Finding a path forward
Oliver was encouraged last week when Nirmal’s was approached to start providing nutritious meals for hospital workers in the King County area through a program called Off Their Plate. This grassroots organization helps connect restaurants and health care workers on the front lines of the COVID-19 response. A Nirmal’s customer who is the Seattle coordinator for Off Their Plate contacted Oliver, and he jumped at the opportunity to contribute.
Last week, Nirmal’s served 150 meals to the hospitals and they plan to serve 200 more this week. They are serving “proper meals,” Oliver says, that are “protein rich, healthy, and mild – the kind of food you’d eat after fasting.” Served in compostable containers, the hospital staff get a starter, a main course, and a dessert at no cost to them. Off Their Plate helps offset some of the cost through the generous donors who support the participating local restaurants. To help support this effort, donate here.
Oliver explains that in India when there’s a war, natural disaster, or some other kind of community crisis, people get together and cook for the soldiers or whomever is affected by the events. He says, “every school kid who grows up in India” is familiar with this social norm and “knows this is what you do.” He asserts, “this pandemic is akin to that.” Oliver was profoundly touched when each of his employees volunteered to work without pay to help prepare and deliver the large hospital orders. It was inspiring, he says, that even as they were going through difficult times themselves, “everyone on the team said, ‘let’s do this!’”
Sources of hope
Reflecting on his team’s attitude, Oliver notes, “it’s one thing to be generous when you have a lot, but another when you are struggling yourself. Our Nirmal’s team members don’t know how long [the pandemic] will go on and yet each one offered to do that cooking for free. These kids are going through very tough times but can think beyond their own misery and think about our community.” Oliver believes there’s a “real silver lining” in all this. “It’s brought out the best in our team, and I’ve learned a lot as it’s gone on.”

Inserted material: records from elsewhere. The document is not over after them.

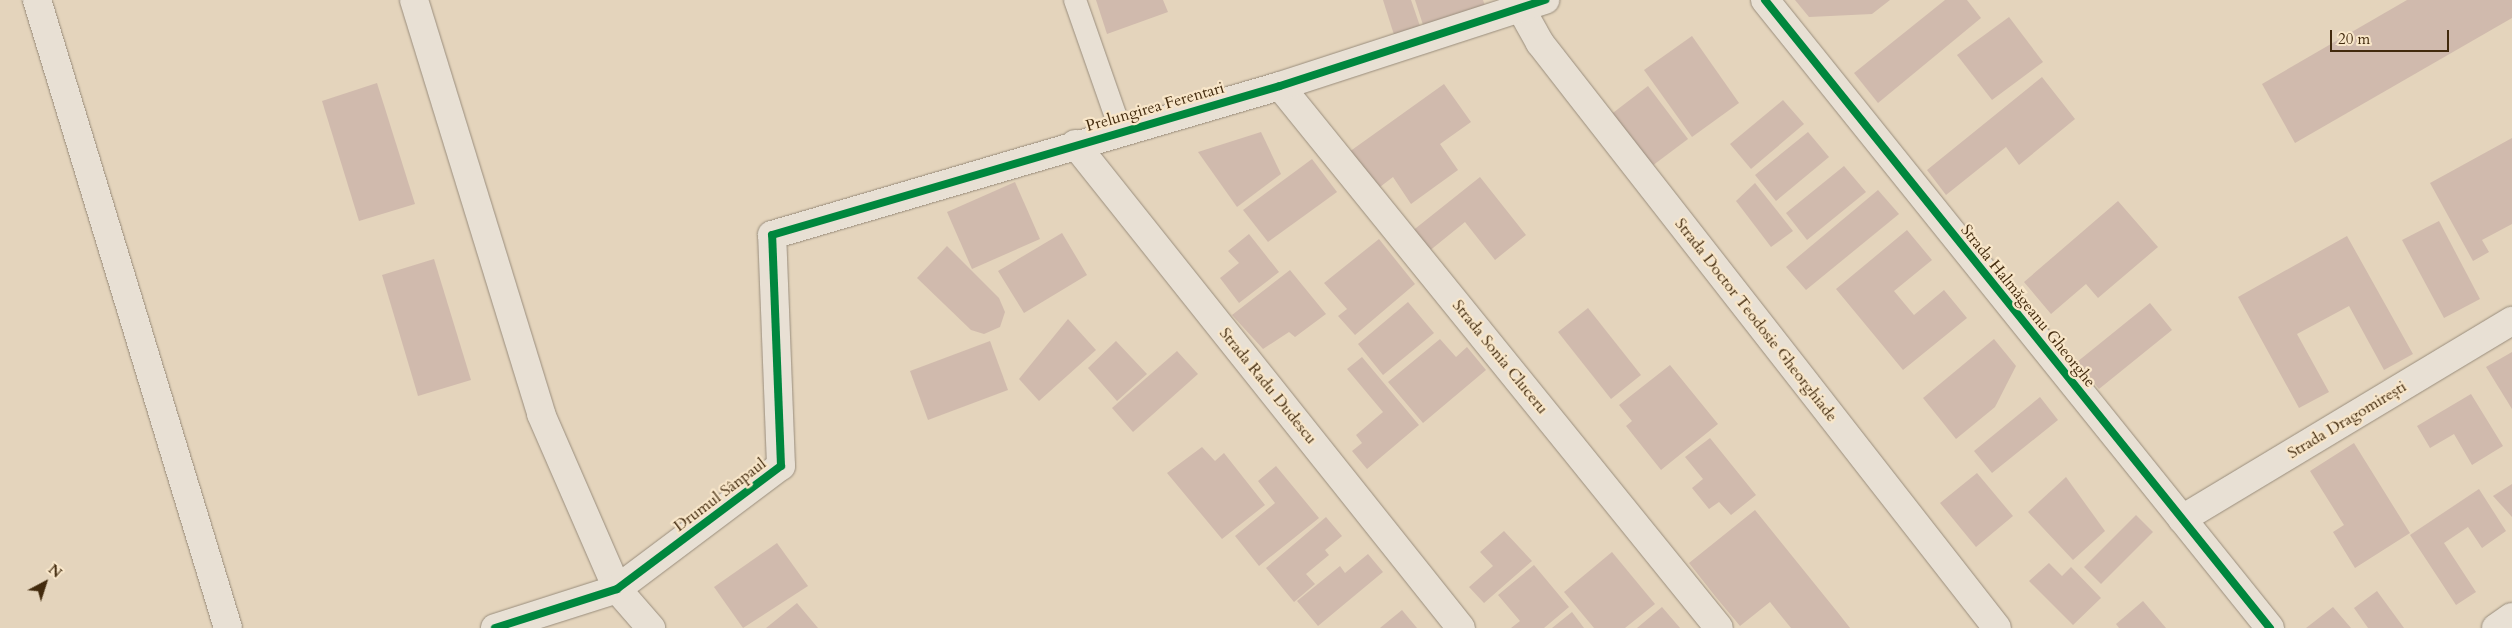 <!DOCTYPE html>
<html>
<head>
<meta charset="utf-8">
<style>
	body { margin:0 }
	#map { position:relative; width:2512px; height:628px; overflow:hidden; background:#e4d4bc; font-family:Cardo,serif }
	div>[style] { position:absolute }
	.building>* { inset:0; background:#d0baad }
	.roads { filter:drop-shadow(0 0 1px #998d7c) drop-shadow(0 0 1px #998d7c) }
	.service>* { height:22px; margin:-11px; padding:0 11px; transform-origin:11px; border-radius:11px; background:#e8e0d4 }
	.minor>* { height:28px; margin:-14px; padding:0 14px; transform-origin:14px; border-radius:14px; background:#e8e0d4 }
	.cycleway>* { height:8px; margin:-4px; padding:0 4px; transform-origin:4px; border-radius:4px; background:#00873e }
	span { translate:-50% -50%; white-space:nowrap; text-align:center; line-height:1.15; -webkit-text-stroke:4.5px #f8e6c9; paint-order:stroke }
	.street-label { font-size:16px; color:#422a0d }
	.north { position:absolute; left:20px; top:558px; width:50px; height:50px; -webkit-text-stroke:4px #f8e6c9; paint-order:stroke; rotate:40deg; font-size:14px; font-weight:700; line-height:20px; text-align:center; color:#422a0d }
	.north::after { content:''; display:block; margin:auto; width:18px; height:22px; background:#422a0d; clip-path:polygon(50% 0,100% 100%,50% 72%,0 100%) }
	.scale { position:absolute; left:2330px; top:30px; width:119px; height:22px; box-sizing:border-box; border:2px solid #422a0d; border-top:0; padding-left:6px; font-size:15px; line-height:18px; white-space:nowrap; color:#422a0d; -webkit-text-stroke:4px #f8e6c9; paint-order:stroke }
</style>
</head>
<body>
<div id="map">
	<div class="building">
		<div style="clip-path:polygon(1096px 0,1163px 0,1168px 12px,1107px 34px)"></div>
		<div style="clip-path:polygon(1383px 0,1411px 0,1421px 29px,1395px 38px)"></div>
		<div style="clip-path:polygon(1415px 0,1483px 0,1486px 9px,1424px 28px)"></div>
		<div style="clip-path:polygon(1795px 0,1890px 0,1872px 14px,1809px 17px)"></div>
		<div style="clip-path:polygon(1945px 0,1967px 0,1981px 18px,1878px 103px,1854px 73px)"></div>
		<div style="clip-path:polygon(2407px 0,2512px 0,2512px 18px,2295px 143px,2262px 84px)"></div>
		<div style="clip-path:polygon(2009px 17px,2043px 62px,1992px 100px,1957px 55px)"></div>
		<div style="clip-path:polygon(1692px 36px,1739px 103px,1692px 137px,1644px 70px)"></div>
		<div style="clip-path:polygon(2042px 77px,2075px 119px,2019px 165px,2006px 147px,1946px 195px,1927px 170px)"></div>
		<div style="clip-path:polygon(377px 83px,415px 204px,359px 221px,322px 101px)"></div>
		<div style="clip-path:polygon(1444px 84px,1471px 122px,1440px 144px,1458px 170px,1411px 204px,1393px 177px,1376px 190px,1349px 152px)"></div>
		<div style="clip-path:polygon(1648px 86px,1688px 139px,1644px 172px,1605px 119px)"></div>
		<div style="clip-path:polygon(1783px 100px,1804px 124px,1751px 169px,1730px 144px)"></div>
		<div style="clip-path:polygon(1261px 132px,1281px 174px,1237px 207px,1198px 152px)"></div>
		<div style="clip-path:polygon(1808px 132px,1829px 157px,1776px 201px,1755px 175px)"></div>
		<div style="clip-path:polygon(2512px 138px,2512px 224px,2482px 240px,2489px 252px,2473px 261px,2430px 183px)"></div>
		<div style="clip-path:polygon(1312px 159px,1337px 192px,1268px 242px,1243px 210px)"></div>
		<div style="clip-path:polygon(1844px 166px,1866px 192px,1807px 240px,1786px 213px)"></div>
		<div style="clip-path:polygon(1480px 177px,1526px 235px,1495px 260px,1465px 222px,1428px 252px,1411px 232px)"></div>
		<div style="clip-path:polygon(1015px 182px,1040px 239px,972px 269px,947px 212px)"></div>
		<div style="clip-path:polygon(1755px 183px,1793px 231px,1771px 247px,1736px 201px)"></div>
		<div style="clip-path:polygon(1878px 190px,1899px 214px,1806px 290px,1786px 267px)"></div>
		<div style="clip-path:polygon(2118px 201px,2158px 247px,2098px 298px,2086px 284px,2051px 314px,2024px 282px)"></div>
		<div style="clip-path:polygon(2439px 221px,2480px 299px,2444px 318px,2402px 240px)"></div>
		<div style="clip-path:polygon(1907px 230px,1932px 260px,1894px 291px,1914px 315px,1944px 290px,1967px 318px,1903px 370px,1836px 289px)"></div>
		<div style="clip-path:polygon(1062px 233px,1087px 275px,1024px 313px,998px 271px)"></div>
		<div style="clip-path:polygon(1249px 234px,1279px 272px,1239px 303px,1220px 278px,1239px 263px,1228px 251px)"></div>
		<div style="clip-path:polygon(2347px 236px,2413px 354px,2384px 370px,2349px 306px,2297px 334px,2329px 392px,2299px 408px,2238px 297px)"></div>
		<div style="clip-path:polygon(1379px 239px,1415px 284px,1355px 335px,1338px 316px,1347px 309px,1324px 283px)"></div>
		<div style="clip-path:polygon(947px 246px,999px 298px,1005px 312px,1000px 327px,984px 334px,971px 330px,917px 278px)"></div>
		<div style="clip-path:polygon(434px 259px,471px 380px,418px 396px,382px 275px)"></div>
		<div style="clip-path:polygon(1290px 270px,1326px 314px,1295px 337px,1289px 332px,1263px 349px,1232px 315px)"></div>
		<div style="clip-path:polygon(1408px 302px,1434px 333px,1383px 375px,1358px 344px)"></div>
		<div style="clip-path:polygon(2150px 303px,2172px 330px,2099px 389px,2077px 362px)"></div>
		<div style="clip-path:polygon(1588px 308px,1641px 375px,1611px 399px,1558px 332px)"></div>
		<div style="clip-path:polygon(1068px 319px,1096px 350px,1039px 401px,1019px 379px)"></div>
		<div style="clip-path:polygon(1440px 339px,1456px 357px,1467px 347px,1486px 370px,1423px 423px,1388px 382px)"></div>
		<div style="clip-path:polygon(1994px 339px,2016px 366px,1995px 407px,1956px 439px,1923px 398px)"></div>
		<div style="clip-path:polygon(990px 341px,1008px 390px,928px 420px,910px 371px)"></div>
		<div style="clip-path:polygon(1116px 341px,1147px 374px,1117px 401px,1088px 368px)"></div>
		<div style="clip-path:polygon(1177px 351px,1198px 374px,1133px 432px,1112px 408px)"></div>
		<div style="clip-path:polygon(2512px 352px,2512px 409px,2486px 367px)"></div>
		<div style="clip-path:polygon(1362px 357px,1419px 425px,1367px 469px,1352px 451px,1362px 443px,1356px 435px,1383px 412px,1347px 369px)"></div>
		<div style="clip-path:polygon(1670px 365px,1718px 424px,1661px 470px,1626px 426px,1632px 421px,1619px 405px)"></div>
		<div style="clip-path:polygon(2471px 394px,2503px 446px,2472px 465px,2454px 434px,2430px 448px,2417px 426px)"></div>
		<div style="clip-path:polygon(2040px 397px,2058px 420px,1992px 473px,1974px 451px)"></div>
		<div style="clip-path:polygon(1710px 438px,1756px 495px,1731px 515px,1719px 502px,1709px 509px,1692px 488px,1703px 479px,1685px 457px)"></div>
		<div style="clip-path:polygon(2354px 443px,2410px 533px,2355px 568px,2333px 532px,2344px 525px,2310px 471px)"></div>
		<div style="clip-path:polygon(1202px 447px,1215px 461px,1224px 453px,1265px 505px,1222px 539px,1167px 473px)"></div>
		<div style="clip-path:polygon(1276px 466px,1319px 518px,1259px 566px,1235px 536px,1275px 503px,1258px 481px)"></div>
		<div style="clip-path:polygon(1977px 473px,2013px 516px,1976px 547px,1940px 503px)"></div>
		<div style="clip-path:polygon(2066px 477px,2105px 531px,2073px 560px,2028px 512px)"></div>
		<div style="clip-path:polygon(2512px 484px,2512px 517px,2493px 496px)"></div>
		<div style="clip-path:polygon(2479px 489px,2506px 531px,2482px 548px,2468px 527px,2444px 543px,2476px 592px,2456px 605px,2410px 535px)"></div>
		<div style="clip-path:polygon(1755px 510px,1839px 614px,1850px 628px,1791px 628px,1770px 602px,1740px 626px,1715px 596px,1689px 563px)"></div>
		<div style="clip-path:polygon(2136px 515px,2153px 532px,2101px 584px,2084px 567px)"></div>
		<div style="clip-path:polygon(1326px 517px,1342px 536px,1325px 550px,1329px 555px,1306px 574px,1315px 584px,1294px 602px,1266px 568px)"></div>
		<div style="clip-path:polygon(1504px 531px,1532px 561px,1484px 603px,1469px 587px,1493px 566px,1480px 552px)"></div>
		<div style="clip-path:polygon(777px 543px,808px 586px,743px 628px,714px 587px)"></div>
		<div style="clip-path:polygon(1612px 552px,1655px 604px,1625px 628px,1594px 628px,1564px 592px)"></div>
		<div style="clip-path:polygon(1368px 554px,1383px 572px,1318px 626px,1297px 601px,1340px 566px,1345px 573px)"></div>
		<div style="clip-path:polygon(2049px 563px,2062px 576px,2071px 567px,2101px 598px,2073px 625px,2029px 581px)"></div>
		<div style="clip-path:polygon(1534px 565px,1569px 607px,1544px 628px,1511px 628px,1520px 621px,1498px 595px)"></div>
		<div style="clip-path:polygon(2377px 591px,2404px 628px,2368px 628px,2354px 608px)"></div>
		<div style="clip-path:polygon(2143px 601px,2166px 628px,2119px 628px,2116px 624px)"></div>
		<div style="clip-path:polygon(797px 603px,818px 628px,766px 628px)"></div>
		<div style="clip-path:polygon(1662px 607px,1680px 628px,1637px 628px)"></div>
		<div style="clip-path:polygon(2333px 607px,2351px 628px,2306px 628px)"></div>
		<div style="clip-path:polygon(1402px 610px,1417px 628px,1380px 628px)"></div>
		<div style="clip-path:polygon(1572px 612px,1584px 628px,1552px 628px)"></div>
	</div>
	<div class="roads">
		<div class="service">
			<div style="left:1075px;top:0;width:139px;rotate:70.7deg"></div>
		</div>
		<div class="minor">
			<div style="left:37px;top:0;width:656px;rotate:73.08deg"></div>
			<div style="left:414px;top:0;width:433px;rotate:72.9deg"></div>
			<div style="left:541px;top:414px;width:191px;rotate:66.5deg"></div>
			<div style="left:617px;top:589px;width:52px;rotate:48.9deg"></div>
			<div style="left:1516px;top:0;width:49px;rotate:60.8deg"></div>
			<div style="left:1540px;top:43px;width:742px;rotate:52deg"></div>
			<div style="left:1765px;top:0;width:806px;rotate:51.2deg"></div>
			<div style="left:1280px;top:86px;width:697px;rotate:50.99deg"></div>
			<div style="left:1075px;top:144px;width:619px;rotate:51.43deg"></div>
			<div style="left:2182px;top:519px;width:385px;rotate:-31deg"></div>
			<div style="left:495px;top:628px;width:128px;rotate:-17.7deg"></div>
			<div style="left:617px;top:589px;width:205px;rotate:-36.9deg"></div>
			<div style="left:781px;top:466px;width:231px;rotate:-92.2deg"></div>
			<div style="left:772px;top:235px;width:529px;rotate:-16.35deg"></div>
			<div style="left:1280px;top:86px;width:279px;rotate:-18deg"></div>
			<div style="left:2496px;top:628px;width:19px;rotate:-35deg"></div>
		</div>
	</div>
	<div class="cycleway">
		<div style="left:1765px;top:0;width:806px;rotate:51.2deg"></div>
		<div style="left:495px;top:628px;width:128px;rotate:-17.7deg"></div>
		<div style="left:617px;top:589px;width:205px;rotate:-36.9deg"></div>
		<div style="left:781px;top:466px;width:231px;rotate:-92.2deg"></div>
		<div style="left:772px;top:235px;width:529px;rotate:-16.35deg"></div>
		<div style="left:1280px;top:86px;width:279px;rotate:-18deg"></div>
	</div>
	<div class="street-label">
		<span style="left:1155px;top:107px;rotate:-16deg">Prelungirea Ferentari</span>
		<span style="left:2028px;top:306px;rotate:51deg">Strada Halmăgeanu Gheorghe</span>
		<span style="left:1756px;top:320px;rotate:52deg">Strada Doctor Teodosie Gheorghiade</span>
		<span style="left:1500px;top:357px;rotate:51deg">Strada Sonia Cluceru</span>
		<span style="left:1268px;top:386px;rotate:51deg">Strada Radu Dudescu</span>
		<span style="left:2347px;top:420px;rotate:-31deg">Strada Dragomirești</span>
		<span style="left:720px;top:495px;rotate:-37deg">Drumul Sânpaul</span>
	</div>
	<div class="north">N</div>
	<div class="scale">20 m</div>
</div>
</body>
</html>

He particularly compliments his chef, Ashish Bagul, for keeping in touch with everyone and helping keep their spirits up. When Oliver questioned whether it was feasible to start work at 5 a.m. in order to meet one hospital’s requested delivery time, the chef simply said, “we’ve agreed to support this, so we will do it.”

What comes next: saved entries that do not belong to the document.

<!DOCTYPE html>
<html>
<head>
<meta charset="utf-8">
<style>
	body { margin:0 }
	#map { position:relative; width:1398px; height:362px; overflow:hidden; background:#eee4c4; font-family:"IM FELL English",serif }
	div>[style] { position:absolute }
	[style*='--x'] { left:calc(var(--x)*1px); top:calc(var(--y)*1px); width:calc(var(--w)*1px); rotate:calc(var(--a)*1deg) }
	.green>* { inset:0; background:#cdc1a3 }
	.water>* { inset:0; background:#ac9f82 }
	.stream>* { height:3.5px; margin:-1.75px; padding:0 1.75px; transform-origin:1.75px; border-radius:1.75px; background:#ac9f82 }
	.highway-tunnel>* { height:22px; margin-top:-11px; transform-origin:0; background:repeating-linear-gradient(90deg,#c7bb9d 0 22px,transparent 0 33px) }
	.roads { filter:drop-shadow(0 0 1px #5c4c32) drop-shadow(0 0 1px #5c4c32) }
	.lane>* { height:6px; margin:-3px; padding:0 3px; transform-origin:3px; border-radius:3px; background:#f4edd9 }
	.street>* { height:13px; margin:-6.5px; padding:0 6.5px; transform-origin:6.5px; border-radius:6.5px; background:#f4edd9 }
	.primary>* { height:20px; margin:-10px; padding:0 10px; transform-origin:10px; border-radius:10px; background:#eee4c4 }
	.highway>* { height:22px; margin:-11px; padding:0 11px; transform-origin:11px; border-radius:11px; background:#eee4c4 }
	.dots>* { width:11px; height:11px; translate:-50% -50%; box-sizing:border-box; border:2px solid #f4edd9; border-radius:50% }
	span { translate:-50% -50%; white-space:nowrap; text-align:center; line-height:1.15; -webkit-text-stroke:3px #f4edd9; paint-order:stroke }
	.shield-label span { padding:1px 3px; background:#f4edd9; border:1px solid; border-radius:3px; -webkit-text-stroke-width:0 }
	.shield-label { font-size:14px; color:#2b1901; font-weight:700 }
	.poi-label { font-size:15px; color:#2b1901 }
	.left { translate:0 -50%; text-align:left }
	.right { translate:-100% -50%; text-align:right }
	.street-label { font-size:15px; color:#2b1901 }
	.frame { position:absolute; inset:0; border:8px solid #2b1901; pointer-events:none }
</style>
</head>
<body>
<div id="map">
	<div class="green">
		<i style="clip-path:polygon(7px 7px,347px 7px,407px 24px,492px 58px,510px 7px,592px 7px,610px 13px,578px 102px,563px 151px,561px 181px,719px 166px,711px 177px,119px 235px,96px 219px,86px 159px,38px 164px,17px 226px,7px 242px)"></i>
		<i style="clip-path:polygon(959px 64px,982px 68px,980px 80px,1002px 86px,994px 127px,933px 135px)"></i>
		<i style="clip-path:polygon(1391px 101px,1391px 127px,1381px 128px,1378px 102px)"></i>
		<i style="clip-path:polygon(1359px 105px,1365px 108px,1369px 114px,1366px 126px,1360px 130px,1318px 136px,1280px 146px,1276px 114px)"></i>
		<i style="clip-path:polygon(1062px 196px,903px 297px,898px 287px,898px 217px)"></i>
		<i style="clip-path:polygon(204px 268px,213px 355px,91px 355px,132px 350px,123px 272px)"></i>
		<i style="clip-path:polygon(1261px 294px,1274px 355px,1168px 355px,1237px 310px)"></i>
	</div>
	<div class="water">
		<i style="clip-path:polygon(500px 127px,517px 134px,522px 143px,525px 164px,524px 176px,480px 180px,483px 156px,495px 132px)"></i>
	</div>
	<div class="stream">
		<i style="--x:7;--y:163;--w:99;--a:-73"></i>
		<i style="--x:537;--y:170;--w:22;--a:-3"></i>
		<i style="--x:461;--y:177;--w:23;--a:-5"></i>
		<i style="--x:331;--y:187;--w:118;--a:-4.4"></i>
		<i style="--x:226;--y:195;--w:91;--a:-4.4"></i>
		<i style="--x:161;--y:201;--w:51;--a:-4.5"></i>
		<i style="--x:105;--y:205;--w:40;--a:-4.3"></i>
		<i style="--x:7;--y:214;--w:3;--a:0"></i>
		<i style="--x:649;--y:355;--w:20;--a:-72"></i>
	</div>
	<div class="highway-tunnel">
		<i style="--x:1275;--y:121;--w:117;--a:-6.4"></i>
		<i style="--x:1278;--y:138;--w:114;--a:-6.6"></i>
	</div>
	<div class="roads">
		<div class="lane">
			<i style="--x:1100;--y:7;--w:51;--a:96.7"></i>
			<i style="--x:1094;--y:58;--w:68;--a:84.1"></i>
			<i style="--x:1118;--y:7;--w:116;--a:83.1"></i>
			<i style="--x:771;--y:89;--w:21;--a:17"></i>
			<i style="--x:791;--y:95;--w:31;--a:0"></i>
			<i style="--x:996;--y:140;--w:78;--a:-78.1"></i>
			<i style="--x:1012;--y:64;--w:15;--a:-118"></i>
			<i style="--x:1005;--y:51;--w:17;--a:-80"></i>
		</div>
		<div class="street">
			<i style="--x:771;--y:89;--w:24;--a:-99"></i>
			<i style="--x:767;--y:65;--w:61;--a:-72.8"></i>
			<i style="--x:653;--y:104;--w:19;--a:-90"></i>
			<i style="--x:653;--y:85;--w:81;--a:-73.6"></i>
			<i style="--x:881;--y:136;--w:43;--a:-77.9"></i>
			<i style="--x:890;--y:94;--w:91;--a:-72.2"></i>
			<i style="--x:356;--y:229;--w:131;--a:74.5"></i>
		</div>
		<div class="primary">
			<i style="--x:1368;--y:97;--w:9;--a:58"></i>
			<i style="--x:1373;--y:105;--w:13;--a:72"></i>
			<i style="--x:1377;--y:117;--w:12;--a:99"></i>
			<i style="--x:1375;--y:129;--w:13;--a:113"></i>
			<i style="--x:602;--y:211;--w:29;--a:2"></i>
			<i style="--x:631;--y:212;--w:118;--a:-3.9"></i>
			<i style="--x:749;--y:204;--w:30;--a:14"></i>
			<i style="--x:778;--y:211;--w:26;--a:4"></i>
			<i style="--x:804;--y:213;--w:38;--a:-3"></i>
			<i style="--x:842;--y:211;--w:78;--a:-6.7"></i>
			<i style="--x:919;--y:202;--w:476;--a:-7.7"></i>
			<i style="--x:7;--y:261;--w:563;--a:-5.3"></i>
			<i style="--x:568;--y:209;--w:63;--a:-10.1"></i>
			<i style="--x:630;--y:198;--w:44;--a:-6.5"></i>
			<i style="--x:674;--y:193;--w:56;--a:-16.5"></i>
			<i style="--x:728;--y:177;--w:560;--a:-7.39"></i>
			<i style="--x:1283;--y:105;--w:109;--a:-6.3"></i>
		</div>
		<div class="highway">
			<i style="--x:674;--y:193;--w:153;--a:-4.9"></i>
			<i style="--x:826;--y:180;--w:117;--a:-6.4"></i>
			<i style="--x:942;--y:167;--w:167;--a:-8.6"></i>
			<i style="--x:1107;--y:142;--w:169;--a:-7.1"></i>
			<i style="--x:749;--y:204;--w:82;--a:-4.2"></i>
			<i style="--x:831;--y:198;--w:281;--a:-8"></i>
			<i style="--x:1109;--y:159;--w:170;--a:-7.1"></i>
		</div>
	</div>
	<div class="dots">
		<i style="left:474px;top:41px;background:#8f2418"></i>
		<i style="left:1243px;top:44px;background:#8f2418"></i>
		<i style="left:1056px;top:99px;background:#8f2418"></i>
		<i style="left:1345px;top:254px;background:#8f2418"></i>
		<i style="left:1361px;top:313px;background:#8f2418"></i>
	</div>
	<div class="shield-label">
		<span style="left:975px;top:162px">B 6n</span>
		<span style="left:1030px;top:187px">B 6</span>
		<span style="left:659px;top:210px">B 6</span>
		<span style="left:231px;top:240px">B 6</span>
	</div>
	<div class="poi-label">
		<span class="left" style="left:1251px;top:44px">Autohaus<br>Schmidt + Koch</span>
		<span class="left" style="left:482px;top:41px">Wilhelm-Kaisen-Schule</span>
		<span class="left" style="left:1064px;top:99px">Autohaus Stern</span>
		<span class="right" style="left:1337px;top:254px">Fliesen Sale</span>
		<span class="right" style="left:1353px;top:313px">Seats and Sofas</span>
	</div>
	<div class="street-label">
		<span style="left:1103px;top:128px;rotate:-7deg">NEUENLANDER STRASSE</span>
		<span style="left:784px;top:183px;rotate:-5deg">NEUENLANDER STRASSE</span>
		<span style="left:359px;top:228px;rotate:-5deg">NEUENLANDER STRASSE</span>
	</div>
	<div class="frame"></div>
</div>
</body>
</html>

For the time being, Oliver is drawing from personal savings to help pay for daily supplies, which he picks up personally from Costco and Restaurant Depot. He’s also helping to pay rent and buy groceries, medicine, and other essentials for some of his staff. He explains, “You have to make a decision: ‘yes, we’ll take a beating. Let’s take a beating together. Let’s stand by our team, our family, and let’s go through this together.’” He hopes they’ll all come out the other side, but regardless, he says, “it feels good to know you’re not alone, you have others with you. There’s comfort in that. We will see it through together.”